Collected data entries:
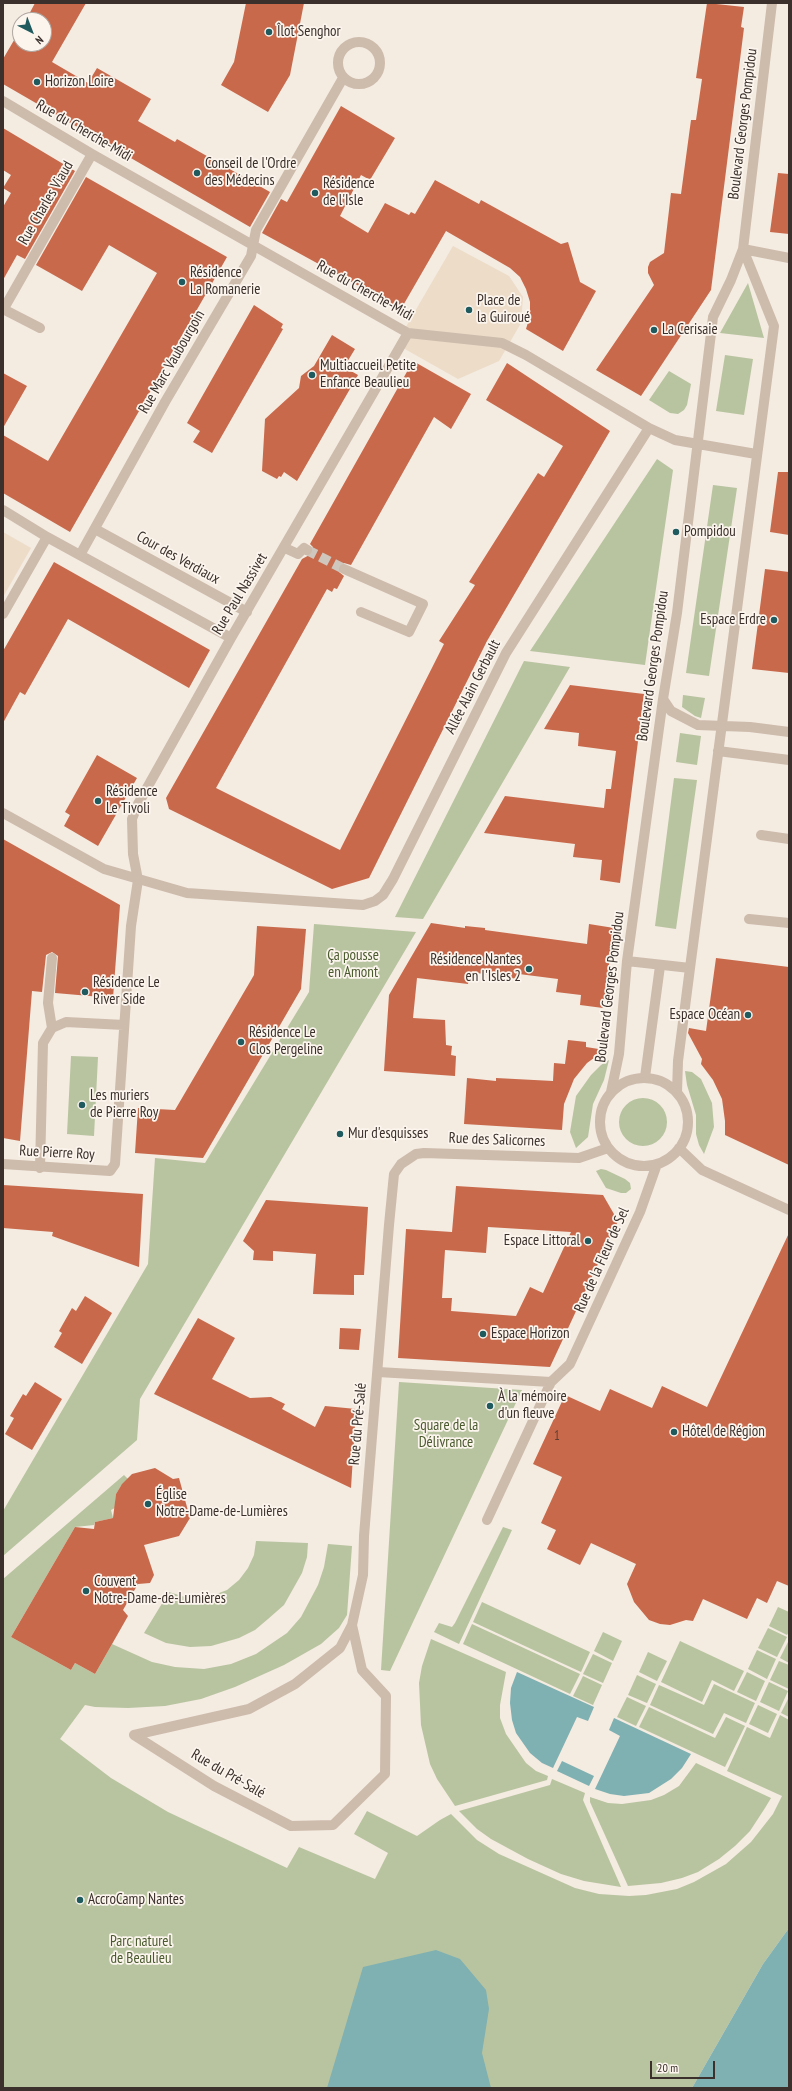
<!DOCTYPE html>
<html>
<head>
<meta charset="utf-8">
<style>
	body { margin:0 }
	#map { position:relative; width:792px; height:2091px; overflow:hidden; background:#f4ebe1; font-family:"PT Sans Narrow",sans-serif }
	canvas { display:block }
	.frame { position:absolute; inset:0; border:4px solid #3b302b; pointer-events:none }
	.north { position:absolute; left:12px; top:12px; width:40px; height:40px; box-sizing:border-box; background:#fbf5ee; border:1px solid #aea6a0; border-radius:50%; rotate:138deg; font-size:11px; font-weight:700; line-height:16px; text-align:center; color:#3b302b }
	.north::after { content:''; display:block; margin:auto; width:14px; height:18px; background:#1f5a5e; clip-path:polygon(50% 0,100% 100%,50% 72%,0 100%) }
	.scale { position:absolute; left:650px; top:2061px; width:65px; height:18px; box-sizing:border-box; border:2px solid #3b302b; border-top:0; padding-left:5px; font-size:12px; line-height:14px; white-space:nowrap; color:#3b302b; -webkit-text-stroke:3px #fbf5ee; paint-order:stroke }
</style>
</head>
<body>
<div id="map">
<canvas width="792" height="2091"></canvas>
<div class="frame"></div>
<div class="north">N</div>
<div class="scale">20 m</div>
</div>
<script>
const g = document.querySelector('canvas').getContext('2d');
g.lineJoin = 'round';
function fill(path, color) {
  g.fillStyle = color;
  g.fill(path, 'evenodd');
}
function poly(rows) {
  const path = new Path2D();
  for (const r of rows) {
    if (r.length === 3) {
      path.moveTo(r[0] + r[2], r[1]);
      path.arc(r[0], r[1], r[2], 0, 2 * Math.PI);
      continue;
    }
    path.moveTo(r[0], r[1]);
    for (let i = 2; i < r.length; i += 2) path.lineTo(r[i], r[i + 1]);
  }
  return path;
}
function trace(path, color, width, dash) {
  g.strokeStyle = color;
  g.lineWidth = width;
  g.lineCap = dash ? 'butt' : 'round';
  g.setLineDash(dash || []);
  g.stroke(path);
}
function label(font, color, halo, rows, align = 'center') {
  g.font = font + ' "PT Sans Narrow",sans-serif';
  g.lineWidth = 3.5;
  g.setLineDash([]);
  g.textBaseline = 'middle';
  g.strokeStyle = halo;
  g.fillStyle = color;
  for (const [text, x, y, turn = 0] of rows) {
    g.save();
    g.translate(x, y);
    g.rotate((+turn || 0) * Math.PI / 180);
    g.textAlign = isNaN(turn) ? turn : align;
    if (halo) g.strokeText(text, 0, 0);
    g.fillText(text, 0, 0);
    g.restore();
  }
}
fill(poly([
	[748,283,764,338,720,333],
	[725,355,753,359,744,415,716,411],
	[669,371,691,384,687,405,684,410,678,414,670,413,649,400],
	[657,459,673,470,645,665,530,651],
	[713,485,737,488,709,676,686,673],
	[524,661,570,667,423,919,395,917],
	[683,695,705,698,701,718,695,716,682,707],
	[680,733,701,736,697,765,676,762],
	[674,778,697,780,676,929,655,926],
	[314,924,416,932,140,1399,137,1440,3,1556,3,1511,148,1264,155,1158,205,1163,309,992],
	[71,1056,98,1057,94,1136,67,1134],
	[609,1060,604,1080,593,1104,588,1137,576,1148,570,1132,576,1096,591,1075,601,1065],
	[685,1071,692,1072,701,1079,712,1103,714,1127,704,1154,699,1145,696,1134,696,1115,687,1085],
	[643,1122,24],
	[601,1169,606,1170,625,1179,630,1183,631,1189,626,1193,621,1193,606,1188,596,1171],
	[399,1382,522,1390,390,1671,381,1670],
	[124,1475,128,1479,121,1486,116,1494,115,1508,111,1510,113,1518,95,1522,94,1525,75,1527,11,1637,71,1670,75,1663,95,1674,112,1644,152,1662,175,1667,204,1669,231,1664,256,1654,287,1633,301,1617,318,1585,324,1567,328,1544,352,1546,347,1615,339,1628,321,1644,284,1665,235,1687,201,1699,165,1706,128,1708,95,1707,85,1705,60,1739,111,1778,168,1812,287,1868,299,1847,375,1879,388,1853,354,1834,367,1811,417,1836,440,1820,451,1814,477,1840,499,1854,575,1888,599,1894,629,1896,646,1895,677,1889,694,1882,726,1864,751,1842,773,1814,782,1796,727,1771,747,1727,770,1738,780,1715,789,1720,789,1928,763,1964,692,2088,3,2088,3,1579],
	[503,1527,512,1530,459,1644,434,1632,439,1623,452,1627,455,1623],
	[256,1541,308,1543,307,1557,302,1573,284,1605,268,1619,255,1630,239,1638,211,1646,190,1647,166,1643,144,1633,169,1592,185,1597,198,1598,211,1596,227,1590,239,1580,248,1568,254,1555],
	[482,1602,590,1652,581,1672,473,1622],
	[778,1607,789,1612,789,1632,787,1635,769,1626],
	[472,1624,580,1674,570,1694,463,1644],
	[768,1628,787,1637,777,1657,758,1648],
	[603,1632,622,1641,613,1661,594,1651],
	[431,1639,506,1672,500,1705,500,1718,506,1734,526,1763,536,1771,548,1776,547,1780,455,1806,437,1779,430,1764,421,1725,419,1683,422,1666],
	[789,1640,789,1663,780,1658],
	[680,1641,744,1671,734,1691,712,1680,702,1702,661,1682],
	[757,1650,776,1659,767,1679,748,1669],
	[648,1652,667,1661,657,1681,639,1672],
	[593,1654,612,1663,603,1683,583,1674],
	[779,1661,789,1665,789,1689,770,1680],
	[747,1672,765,1681,756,1701,737,1692],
	[637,1675,656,1684,647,1703,628,1695],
	[583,1676,602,1685,593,1705,573,1696],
	[769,1682,788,1691,779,1711,760,1702],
	[714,1684,755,1703,746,1723,724,1713,713,1734,650,1705,659,1685,704,1705],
	[627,1697,646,1706,636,1726,617,1717],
	[789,1697,789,1717,781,1713],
	[758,1705,777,1714,768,1733,749,1724],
	[649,1707,715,1738,726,1717,745,1726,725,1767,639,1727],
	[696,1763,771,1798,765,1808,750,1831,735,1846,719,1859,698,1872,682,1878,661,1883,628,1886,590,1802,590,1797,608,1803,622,1804,651,1800,664,1795,679,1786],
	[552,1779,585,1793,583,1800,621,1887,584,1881,561,1874,528,1859,491,1839,477,1829,459,1811,550,1785]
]), '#b8c4a0');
fill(poly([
	[453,246,509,276,523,297,521,323,499,361,458,379,396,344],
	[3,532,31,548,3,597]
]), '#ecdcc8');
fill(poly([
	[517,1672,594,1707,588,1721,577,1717,553,1768,542,1763,530,1753,516,1733,512,1720,510,1703,511,1688],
	[614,1718,691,1754,682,1768,671,1779,649,1793,624,1796,610,1794,595,1789,620,1736,609,1730],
	[562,1761,594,1776,589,1786,557,1771],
	[789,1928,789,2088,692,2088,763,1964],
	[436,1950,460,1959,486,1990,489,2009,482,2053,491,2088,327,2088,363,1967]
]), '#7fb0b2');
fill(poly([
	[35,3,86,3,52,62,88,83,97,68,151,99,138,121,175,142,177,139,270,192,250,227,3,84,3,59,20,30,20,44,44,44,44,20,26,20],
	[246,3,304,3,290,75,268,112,221,85,234,62],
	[707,3,744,7,741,27,744,28,711,290,641,396,596,370,654,285,648,273,648,267,650,262,664,253,671,193,681,194,691,120,696,120,702,79,696,78],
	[341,106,395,138,370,180,361,175,340,216,368,233,385,203,409,215,411,212,415,214,435,180,479,204,481,200,561,244,568,242,580,282,596,291,563,351,526,329,530,316,530,302,526,289,520,277,510,268,446,231,401,309,262,233,281,199,287,202],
	[3,128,75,171,25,259,17,255,3,280,3,207,11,193,3,188,11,175,3,170],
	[778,173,789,174,789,234,770,232],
	[86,177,227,257,70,532,3,493,3,435,48,461,157,273,109,245,82,291,36,265],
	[254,305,283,324,281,328,283,329,212,453,193,442,200,431,187,423],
	[332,335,355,349,344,367,358,375,297,481,284,472,281,477,279,476,277,479,262,471,265,419,299,388,301,376,314,366],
	[413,361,471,394,451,429,434,417,351,565,344,563,338,566,339,572,344,576,337,589,334,588,332,592,327,589,216,788,340,850,444,644,439,641,475,585,469,582,538,473,544,477,563,446,486,400,507,363,610,431,487,641,369,878,332,889,169,809,166,798,302,559,313,553,313,547,310,544],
	[3,373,27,386,3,428],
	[778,472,789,472,789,535,770,532],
	[54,562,210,650,189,688,68,619,25,695,20,692,3,723,3,651],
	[765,569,789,572,789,673,752,669],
	[570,685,644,694,620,883,600,880,602,860,573,857,575,844,484,833,505,796,604,808,606,789,611,789,616,751,578,746,579,733,544,729],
	[97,755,137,778,98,846,64,826,70,815,65,812],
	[3,839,120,905,113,998,55,993,58,956,52,952,46,955,42,992,32,991,20,1141,3,1138],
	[431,923,465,928,465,926,485,928,485,930,587,944,589,924,614,928,603,1008,580,1005,581,995,556,992,558,979,519,974,518,979,470,972,468,984,417,978,413,1018,445,1020,446,1045,452,1046,451,1055,456,1056,455,1076,384,1071,389,995],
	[257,926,306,929,301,989,203,1158,135,1153,138,1108,175,1110,254,975],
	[716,958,789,967,789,1165,725,1135,725,1121,722,1099,713,1080,701,1064,702,1059,688,1033,689,1028,706,1031],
	[568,1040,586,1042,586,1047,605,1050,587,1063,574,1079,564,1104,562,1130,464,1124,467,1078,496,1081,496,1078,553,1081,554,1063,565,1064],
	[3,1185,143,1194,139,1267,52,1236,53,1232,3,1228],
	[456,1186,603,1195,618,1221,550,1367,398,1358,406,1229,452,1232],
	[488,1227,571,1232,543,1293,530,1287,516,1316,451,1311,452,1298,442,1298,445,1250,486,1253],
	[266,1200,368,1207,364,1275,354,1275,354,1295,313,1294,316,1254,273,1251,273,1261,253,1260,254,1251,243,1241],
	[789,1233,789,1586,777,1581,767,1603,757,1598,747,1619,703,1599,693,1621,686,1620,670,1625,660,1624,649,1620,634,1602,627,1584,636,1564,591,1543,580,1565,547,1549,556,1530,541,1523,562,1477,533,1464,565,1395,600,1411,610,1389,652,1408,662,1386,707,1407],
	[85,1296,112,1313,82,1364,54,1347,62,1333,59,1331,72,1308,76,1311],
	[198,1318,235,1338,212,1379,250,1398,271,1397,285,1404,282,1409,315,1427,325,1406,356,1409,351,1488,154,1394],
	[340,1328,361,1329,359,1350,339,1349],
	[35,1382,62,1399,32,1450,5,1434,14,1418,10,1416,23,1394,26,1396],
	[155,1468,173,1479,179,1478,190,1518,179,1536,144,1545,154,1575,150,1583,138,1584,123,1610,128,1616,95,1674,75,1663,71,1670,11,1637,75,1527,94,1529,95,1522,113,1518,116,1494,122,1484,132,1474]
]), '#c8694b');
trace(poly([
	[307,550,344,569]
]), '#cfc6bd', 10, [10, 5]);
trace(poly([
	[359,63,21],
	[3,101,92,154,408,333,502,343,526,355,649,428,675,440,756,454],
	[743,249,789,258],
	[3,309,40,328],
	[3,310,92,154],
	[3,510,47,537,231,638],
	[95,529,247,612],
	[285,548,298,554,304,548,307,550],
	[80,555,165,402,251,256,256,230,343,78],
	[344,569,423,604,409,632,361,612],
	[3,614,47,537],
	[663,699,671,711,698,725,750,727,789,732],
	[718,751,789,760],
	[3,813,104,869,187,893,363,905,375,901,383,895,393,879,506,653,649,428],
	[761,835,789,839],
	[749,919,789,923],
	[52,958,48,1003,52,1028],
	[627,961,690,968],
	[645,1077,660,966],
	[644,1122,44],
	[611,1092,619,1054,627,961,663,699,677,613,713,317,731,280,743,249,772,3],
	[677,1092,678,1061,690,968,774,326,743,249],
	[679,1148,702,1170,789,1210],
	[3,1164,110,1171,115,1164,131,926,138,880,133,854,132,819,138,804,231,638,408,333],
	[40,1168,43,1043,52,1028,66,1022,124,1025],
	[378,1372,551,1382],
	[487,1520,551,1382,570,1364,640,1212,657,1164],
	[352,1625,362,1670,386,1696,385,1774,333,1825,291,1826,214,1786,134,1735,249,1709,295,1684,340,1648,352,1625,363,1575,364,1536,389,1225,394,1174,401,1164,416,1154,424,1153,579,1158,608,1148]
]), '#cdbbac', 10);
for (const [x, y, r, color] of [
	[269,32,4,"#1f5a5e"],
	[37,82,4,"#1f5a5e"],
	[197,173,4,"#1f5a5e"],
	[315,193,4,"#1f5a5e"],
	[182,282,4,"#1f5a5e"],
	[469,310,4,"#1f5a5e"],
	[654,330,4,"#1f5a5e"],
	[312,375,4,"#1f5a5e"],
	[676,532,4,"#1f5a5e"],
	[774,620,4,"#1f5a5e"],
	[98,801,4,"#1f5a5e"],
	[529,969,4,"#1f5a5e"],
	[85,992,4,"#1f5a5e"],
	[748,1015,4,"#1f5a5e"],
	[241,1042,4,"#1f5a5e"],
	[82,1105,4,"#1f5a5e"],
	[340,1134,4,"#1f5a5e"],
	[588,1241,4,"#1f5a5e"],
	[483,1334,4,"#1f5a5e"],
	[490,1406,4,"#1f5a5e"],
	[674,1432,4,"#1f5a5e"],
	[148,1504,4,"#1f5a5e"],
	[86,1591,4,"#1f5a5e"],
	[80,1900,4,"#1f5a5e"]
]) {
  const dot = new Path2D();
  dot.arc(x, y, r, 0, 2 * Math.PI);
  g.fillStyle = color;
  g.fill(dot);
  trace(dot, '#fbf5ee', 1.5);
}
label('13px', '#5e3e33', null, [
	["1",557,1436]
]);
label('15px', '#3b302b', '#fbf5ee', [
	["Îlot Senghor",277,32],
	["Horizon Loire",45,82],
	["Conseil de l'Ordre",205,164],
	["des Médecins",205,181],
	["Résidence",323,184],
	["de l'Isle",323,201],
	["Résidence",190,273],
	["La Romanerie",190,290],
	["Place de",477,301],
	["la Guiroué",477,318],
	["La Cerisaie",662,330],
	["Multiaccueil Petite",320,366],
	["Enfance Beaulieu",320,383],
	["Pompidou",684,532],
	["Espace Erdre",766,620,"right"],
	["Résidence",106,792],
	["Le Tivoli",106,809],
	["Résidence Nantes",521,960,"right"],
	["en l'Isles 2",521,977,"right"],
	["Résidence Le",93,983],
	["River Side",93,1000],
	["Espace Océan",740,1015,"right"],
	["Résidence Le",249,1033],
	["Clos Pergeline",249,1050],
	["Les muriers",90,1096],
	["de Pierre Roy",90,1113],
	["Mur d'esquisses",348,1134],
	["Espace Littoral",580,1241,"right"],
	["Espace Horizon",491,1334],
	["À la mémoire",498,1397],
	["d'un fleuve",498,1414],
	["Hôtel de Région",682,1432],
	["Église",156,1495],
	["Notre-Dame-de-Lumières",156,1512],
	["Couvent",94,1582],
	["Notre-Dame-de-Lumières",94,1599],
	["AccroCamp Nantes",88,1900]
], 'left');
label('15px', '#3b302b', '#fbf5ee', [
	["Boulevard Georges Pompidou",743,124,-83],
	["Rue du Cherche-Midi",84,131,30],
	["Rue Charles Viaud",46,203,-60],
	["Rue du Cherche-Midi",365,291,29],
	["Rue Marc Vaubourgoin",172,362,-60],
	["Cour des Verdiaux",178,558,29],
	["Rue Paul Nassivet",240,594,-59],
	["Boulevard Georges Pompidou",653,666,-82],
	["Allée Alain Gerbault",473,687,-63],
	["Boulevard Georges Pompidou",610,987,-83],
	["Rue des Salicornes",497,1140,2],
	["Rue Pierre Roy",57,1153,3],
	["Rue de la Fleur de Sel",602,1260,-66],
	["Rue du Pré-Salé",358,1424,-85],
	["Rue du Pré-Salé",228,1774,30]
]);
label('15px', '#4a5a2e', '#fbf5ee', [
	["Ça pousse",353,956],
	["en Amont",353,973],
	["Square de la",446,1426],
	["Délivrance",446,1443],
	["Parc naturel",141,1942],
	["de Beaulieu",141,1959]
]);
</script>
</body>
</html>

## TASK OBJECTIVE
Every line holding the string "halo" should be copied here, so please find those lines in the data.

## RESPONSE TO THE EXERCISE
function label(font, color, halo, rows, align = 'center') {
  g.strokeStyle = halo;
    if (halo) g.strokeText(text, 0, 0);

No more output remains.